The Japanese car maker says it will continue to look into electric and hybrid vehicles, but wants to focus on improving the technology currently in its car range.
Christian Blank, Director of European Fleet Operations, said: "Research tells us that only 10% of new cars sold in 2020 will be fully electric. So we believe that the strategy we are pursuing is the right."
Blank says the company will pursue improvements to the petrol and diesel cars in its range, which includes the popular Mazda2 supermini, Mazda3 hatchback and the world’s most popular two-seat sports car, the Mazda MX-5.
These improvements have already started with the introduction of ‘Skyactiv’ engines and gearboxes to the Mazda2 and Mazda3.

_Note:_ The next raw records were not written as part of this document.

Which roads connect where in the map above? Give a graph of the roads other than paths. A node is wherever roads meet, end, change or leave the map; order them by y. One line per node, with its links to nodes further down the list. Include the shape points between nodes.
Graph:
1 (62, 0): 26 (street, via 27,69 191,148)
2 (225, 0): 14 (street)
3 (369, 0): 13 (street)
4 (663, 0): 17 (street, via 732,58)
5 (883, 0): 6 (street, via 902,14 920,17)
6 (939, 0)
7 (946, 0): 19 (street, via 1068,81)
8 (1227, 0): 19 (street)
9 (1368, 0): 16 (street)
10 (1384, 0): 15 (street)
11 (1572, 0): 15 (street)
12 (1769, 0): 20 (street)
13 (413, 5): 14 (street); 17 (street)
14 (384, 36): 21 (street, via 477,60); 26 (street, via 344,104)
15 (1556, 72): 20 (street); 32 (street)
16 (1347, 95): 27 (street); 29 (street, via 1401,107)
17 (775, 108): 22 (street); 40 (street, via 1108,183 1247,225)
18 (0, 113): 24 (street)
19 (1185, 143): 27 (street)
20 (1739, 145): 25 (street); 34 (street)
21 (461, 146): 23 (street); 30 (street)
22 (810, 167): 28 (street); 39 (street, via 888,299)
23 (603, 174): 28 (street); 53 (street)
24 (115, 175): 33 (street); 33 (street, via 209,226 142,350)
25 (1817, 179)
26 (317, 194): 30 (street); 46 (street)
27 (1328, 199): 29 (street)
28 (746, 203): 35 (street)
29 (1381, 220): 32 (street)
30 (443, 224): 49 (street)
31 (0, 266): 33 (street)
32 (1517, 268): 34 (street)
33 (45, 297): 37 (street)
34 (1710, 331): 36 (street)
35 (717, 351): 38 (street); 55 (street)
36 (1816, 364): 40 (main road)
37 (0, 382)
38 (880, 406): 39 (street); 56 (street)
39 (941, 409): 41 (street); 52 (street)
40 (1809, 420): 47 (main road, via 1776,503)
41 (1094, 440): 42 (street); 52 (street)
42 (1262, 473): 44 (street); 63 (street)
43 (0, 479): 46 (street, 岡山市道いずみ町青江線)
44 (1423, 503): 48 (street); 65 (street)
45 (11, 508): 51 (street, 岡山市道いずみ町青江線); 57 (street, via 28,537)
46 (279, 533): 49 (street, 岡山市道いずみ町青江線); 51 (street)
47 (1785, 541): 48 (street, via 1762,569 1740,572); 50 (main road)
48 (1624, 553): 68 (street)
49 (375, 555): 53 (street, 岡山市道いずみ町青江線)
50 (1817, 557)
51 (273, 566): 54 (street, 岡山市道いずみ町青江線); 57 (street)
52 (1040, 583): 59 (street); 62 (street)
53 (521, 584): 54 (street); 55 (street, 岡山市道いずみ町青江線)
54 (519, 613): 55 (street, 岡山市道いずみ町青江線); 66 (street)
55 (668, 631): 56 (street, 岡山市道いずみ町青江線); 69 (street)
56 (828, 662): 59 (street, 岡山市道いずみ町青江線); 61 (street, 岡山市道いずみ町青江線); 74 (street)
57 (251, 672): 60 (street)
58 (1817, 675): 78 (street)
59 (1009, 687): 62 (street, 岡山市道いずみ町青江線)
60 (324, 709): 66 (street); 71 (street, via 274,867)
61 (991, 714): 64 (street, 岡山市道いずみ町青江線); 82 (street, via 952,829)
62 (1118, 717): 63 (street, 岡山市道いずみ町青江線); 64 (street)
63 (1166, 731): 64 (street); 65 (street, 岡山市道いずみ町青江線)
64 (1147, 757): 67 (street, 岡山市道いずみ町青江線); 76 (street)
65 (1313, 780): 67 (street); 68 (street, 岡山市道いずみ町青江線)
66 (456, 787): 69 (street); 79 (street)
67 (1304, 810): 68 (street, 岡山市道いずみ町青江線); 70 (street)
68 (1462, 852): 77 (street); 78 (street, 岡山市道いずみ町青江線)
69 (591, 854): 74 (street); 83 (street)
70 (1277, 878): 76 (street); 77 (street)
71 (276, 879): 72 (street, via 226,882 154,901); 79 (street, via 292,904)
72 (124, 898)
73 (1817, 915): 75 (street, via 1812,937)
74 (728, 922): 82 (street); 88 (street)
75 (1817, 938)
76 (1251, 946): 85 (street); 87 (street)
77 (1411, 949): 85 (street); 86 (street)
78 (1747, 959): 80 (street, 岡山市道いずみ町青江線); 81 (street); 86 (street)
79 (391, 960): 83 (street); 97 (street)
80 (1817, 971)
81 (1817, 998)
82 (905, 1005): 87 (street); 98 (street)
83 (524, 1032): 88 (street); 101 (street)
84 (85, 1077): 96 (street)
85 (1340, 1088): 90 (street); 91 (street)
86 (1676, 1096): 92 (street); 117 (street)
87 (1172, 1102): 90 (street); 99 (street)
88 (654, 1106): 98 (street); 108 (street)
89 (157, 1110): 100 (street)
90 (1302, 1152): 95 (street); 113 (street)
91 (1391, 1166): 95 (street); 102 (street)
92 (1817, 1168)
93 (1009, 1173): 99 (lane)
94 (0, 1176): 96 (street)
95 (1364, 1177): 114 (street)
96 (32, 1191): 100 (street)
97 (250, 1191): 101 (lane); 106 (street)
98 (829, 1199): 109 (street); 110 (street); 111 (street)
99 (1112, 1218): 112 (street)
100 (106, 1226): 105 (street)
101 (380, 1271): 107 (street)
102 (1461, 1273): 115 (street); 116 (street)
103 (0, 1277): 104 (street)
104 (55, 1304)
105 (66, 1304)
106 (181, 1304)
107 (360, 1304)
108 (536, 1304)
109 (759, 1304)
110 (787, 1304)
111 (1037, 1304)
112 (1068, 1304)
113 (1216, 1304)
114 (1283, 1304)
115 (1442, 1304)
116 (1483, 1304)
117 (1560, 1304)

The Skyactiv technology is a name given to more efficient engine designs capable of lowering CO2 emissions and improving fuel economy without resorting to electric or hybrid power.
The first model to be based entirely on Skyactiv principles, which alongside the new engine includes a lightweight build philosophy, will be the new Mazda CX-5 compact SUV.
The Mazda CX-5 will boat CO2 emissions below 120g/km when it arrives in the UK, with a launch date set for the beginning of 2012.
Automotive information experts CAP have already described the CX-5 as ‘a brilliant piece of engineering’ and Martin Ward, Manufacturer Relationship Manager declared Mazda as ‘a brand to watch’.
He added: "Mazda proved beyond any doubt just how good Skyactiv is – especially the diesel automatic. The technology should help Mazda in its quest to improve fleet sales."
Mazda believes the technology will continue to set the standards in the next ten years, outlining how petrol and diesel options will mean ‘no compromise’ for car buyers.